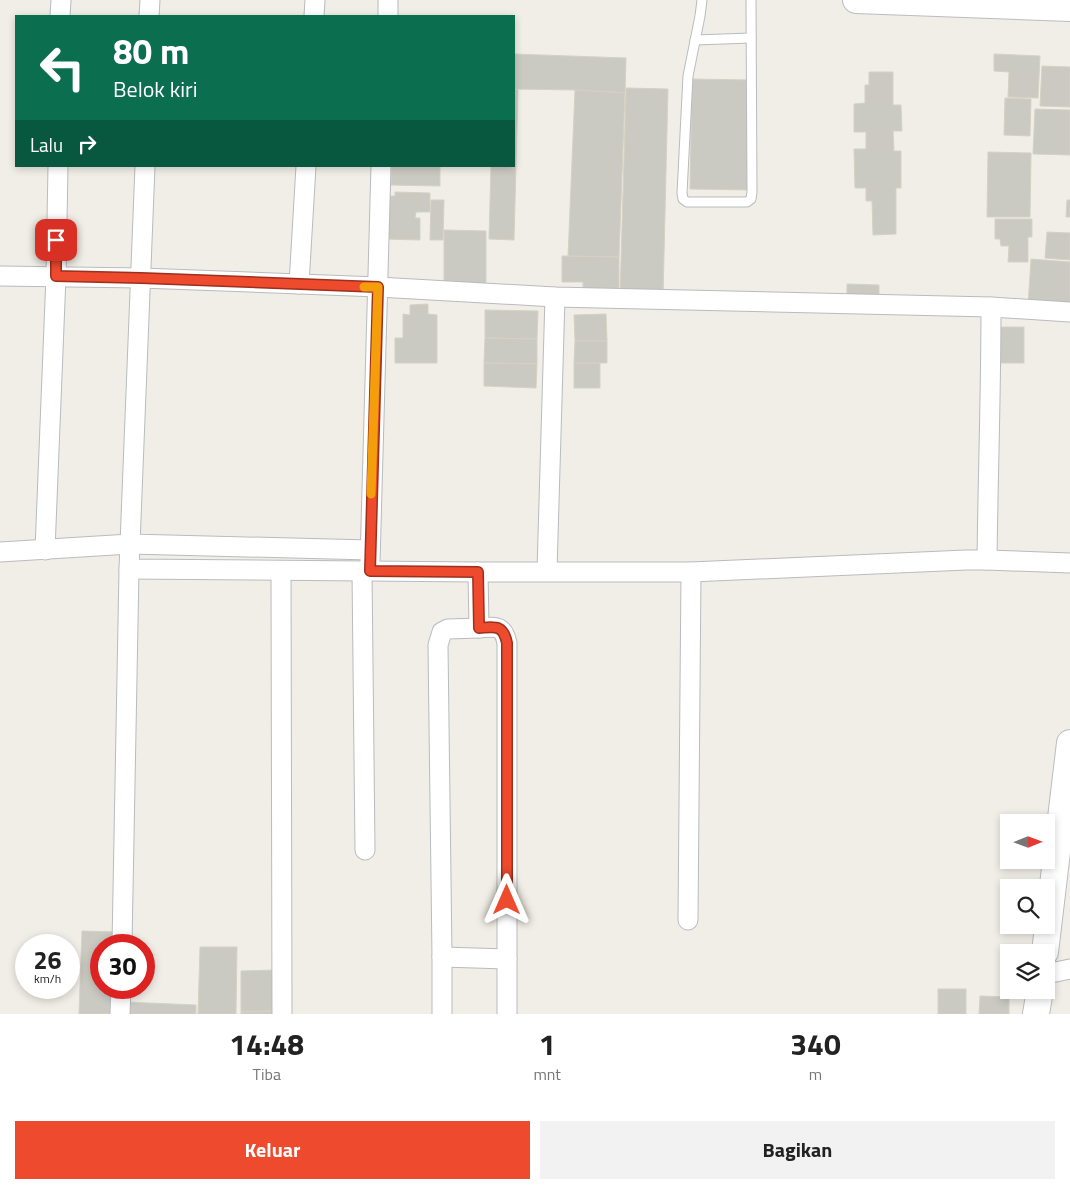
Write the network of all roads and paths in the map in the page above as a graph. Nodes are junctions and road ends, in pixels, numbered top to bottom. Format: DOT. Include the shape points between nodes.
graph roads {
  1 [pos="61,0"];
  2 [pos="150,0"];
  3 [pos="315,0"];
  4 [pos="388,0"];
  5 [pos="702,0"];
  6 [pos="751,0"];
  7 [pos="856,0"];
  8 [pos="931,1"];
  9 [pos="1070,8"];
  10 [pos="60,15"];
  11 [pos="150,15"];
  12 [pos="314,15"];
  13 [pos="388,15"];
  14 [pos="751,38"];
  15 [pos="695,40"];
  16 [pos="58,167"];
  17 [pos="145,167"];
  18 [pos="306,167"];
  19 [pos="381,167"];
  20 [pos="0,276"];
  21 [pos="56,276"];
  22 [pos="141,278"];
  23 [pos="299,284"];
  24 [pos="378,287"];
  25 [pos="555,297"];
  26 [pos="992,307"];
  27 [pos="1070,312"];
  28 [pos="130,544"];
  29 [pos="45,550"];
  30 [pos="370,550"];
  31 [pos="0,552"];
  32 [pos="987,560"];
  33 [pos="1070,563"];
  34 [pos="129,569"];
  35 [pos="280,571"];
  36 [pos="366,571"];
  37 [pos="548,571"];
  38 [pos="478,572"];
  39 [pos="691,572"];
  40 [pos="479,628"];
  41 [pos="1070,743"];
  42 [pos="365,850"];
  43 [pos="688,920"];
  44 [pos="122,934"];
  45 [pos="1046,944"];
  46 [pos="442,957"];
  47 [pos="507,959"];
  48 [pos="1070,969"];
  49 [pos="1055,972"];
  50 [pos="121,999"];
  51 [pos="1038,999"];
  52 [pos="120,1014"];
  53 [pos="282,1014"];
  54 [pos="442,1014"];
  55 [pos="507,1014"];
  56 [pos="1036,1014"];
  1 -- 10 [label="street"];
  2 -- 11 [label="street"];
  3 -- 12 [label="street"];
  4 -- 13 [label="street"];
  5 -- 15 [label="lane"];
  6 -- 14 [label="lane"];
  7 -- 8 [label="street"];
  8 -- 9 [label="street"];
  14 -- 15 [label="lane"];
  14 -- 15 [label="lane" via="752,192 747,202 687,202 683,199 688,76"];
  16 -- 21 [label="street"];
  17 -- 22 [label="street"];
  18 -- 23 [label="street"];
  19 -- 24 [label="street"];
  20 -- 21 [label="street"];
  21 -- 22 [label="street"];
  21 -- 29 [label="street"];
  22 -- 23 [label="street"];
  22 -- 28 [label="street"];
  23 -- 24 [label="street"];
  24 -- 25 [label="street"];
  24 -- 30 [label="street"];
  25 -- 26 [label="street"];
  25 -- 37 [label="street"];
  26 -- 27 [label="street"];
  26 -- 32 [label="street"];
  28 -- 29 [label="street"];
  28 -- 30 [label="street"];
  28 -- 34 [label="street"];
  29 -- 31 [label="street"];
  30 -- 36 [label="street"];
  32 -- 33 [label="street"];
  32 -- 39 [label="street"];
  34 -- 35 [label="street"];
  34 -- 44 [label="street"];
  35 -- 36 [label="street"];
  35 -- 53 [label="street"];
  36 -- 38 [label="street"];
  36 -- 42 [label="street"];
  37 -- 38 [label="street"];
  37 -- 39 [label="street"];
  38 -- 40 [label="street"];
  39 -- 43 [label="street"];
  40 -- 46 [label="street" via="448,629 442,632 438,645"];
  40 -- 47 [label="street" via="496,627 505,635 507,643"];
  41 -- 45 [label="street"];
  46 -- 47 [label="street"];
  46 -- 54 [label="street"];
  47 -- 55 [label="street"];
  48 -- 49 [label="street"];
  50 -- 52 [label="street"];
  51 -- 56 [label="street"];
}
+ + + + + + +
**ABOUT THIS TASK:** Your output must match the records word for word, apart from the images, which are left out.

**SOLUTION:**
Write the network of all roads and paths in the map in the page above as a graph. Nodes are junctions and road ends, in pixels, numbered top to bottom. Format: DOT. Include the shape points between nodes.
graph roads {
  1 [pos="61,0"];
  2 [pos="150,0"];
  3 [pos="315,0"];
  4 [pos="388,0"];
  5 [pos="702,0"];
  6 [pos="751,0"];
  7 [pos="856,0"];
  8 [pos="931,1"];
  9 [pos="1070,8"];
  10 [pos="60,15"];
  11 [pos="150,15"];
  12 [pos="314,15"];
  13 [pos="388,15"];
  14 [pos="751,38"];
  15 [pos="695,40"];
  16 [pos="58,167"];
  17 [pos="145,167"];
  18 [pos="306,167"];
  19 [pos="381,167"];
  20 [pos="0,276"];
  21 [pos="56,276"];
  22 [pos="141,278"];
  23 [pos="299,284"];
  24 [pos="378,287"];
  25 [pos="555,297"];
  26 [pos="992,307"];
  27 [pos="1070,312"];
  28 [pos="130,544"];
  29 [pos="45,550"];
  30 [pos="370,550"];
  31 [pos="0,552"];
  32 [pos="987,560"];
  33 [pos="1070,563"];
  34 [pos="129,569"];
  35 [pos="280,571"];
  36 [pos="366,571"];
  37 [pos="548,571"];
  38 [pos="478,572"];
  39 [pos="691,572"];
  40 [pos="479,628"];
  41 [pos="1070,743"];
  42 [pos="365,850"];
  43 [pos="688,920"];
  44 [pos="122,934"];
  45 [pos="1046,944"];
  46 [pos="442,957"];
  47 [pos="507,959"];
  48 [pos="1070,969"];
  49 [pos="1055,972"];
  50 [pos="121,999"];
  51 [pos="1038,999"];
  52 [pos="120,1014"];
  53 [pos="282,1014"];
  54 [pos="442,1014"];
  55 [pos="507,1014"];
  56 [pos="1036,1014"];
  1 -- 10 [label="street"];
  2 -- 11 [label="street"];
  3 -- 12 [label="street"];
  4 -- 13 [label="street"];
  5 -- 15 [label="lane"];
  6 -- 14 [label="lane"];
  7 -- 8 [label="street"];
  8 -- 9 [label="street"];
  14 -- 15 [label="lane"];
  14 -- 15 [label="lane" via="752,192 747,202 687,202 683,199 688,76"];
  16 -- 21 [label="street"];
  17 -- 22 [label="street"];
  18 -- 23 [label="street"];
  19 -- 24 [label="street"];
  20 -- 21 [label="street"];
  21 -- 22 [label="street"];
  21 -- 29 [label="street"];
  22 -- 23 [label="street"];
  22 -- 28 [label="street"];
  23 -- 24 [label="street"];
  24 -- 25 [label="street"];
  24 -- 30 [label="street"];
  25 -- 26 [label="street"];
  25 -- 37 [label="street"];
  26 -- 27 [label="street"];
  26 -- 32 [label="street"];
  28 -- 29 [label="street"];
  28 -- 30 [label="street"];
  28 -- 34 [label="street"];
  29 -- 31 [label="street"];
  30 -- 36 [label="street"];
  32 -- 33 [label="street"];
  32 -- 39 [label="street"];
  34 -- 35 [label="street"];
  34 -- 44 [label="street"];
  35 -- 36 [label="street"];
  35 -- 53 [label="street"];
  36 -- 38 [label="street"];
  36 -- 42 [label="street"];
  37 -- 38 [label="street"];
  37 -- 39 [label="street"];
  38 -- 40 [label="street"];
  39 -- 43 [label="street"];
  40 -- 46 [label="street" via="448,629 442,632 438,645"];
  40 -- 47 [label="street" via="496,627 505,635 507,643"];
  41 -- 45 [label="street"];
  46 -- 47 [label="street"];
  46 -- 54 [label="street"];
  47 -- 55 [label="street"];
  48 -- 49 [label="street"];
  50 -- 52 [label="street"];
  51 -- 56 [label="street"];
}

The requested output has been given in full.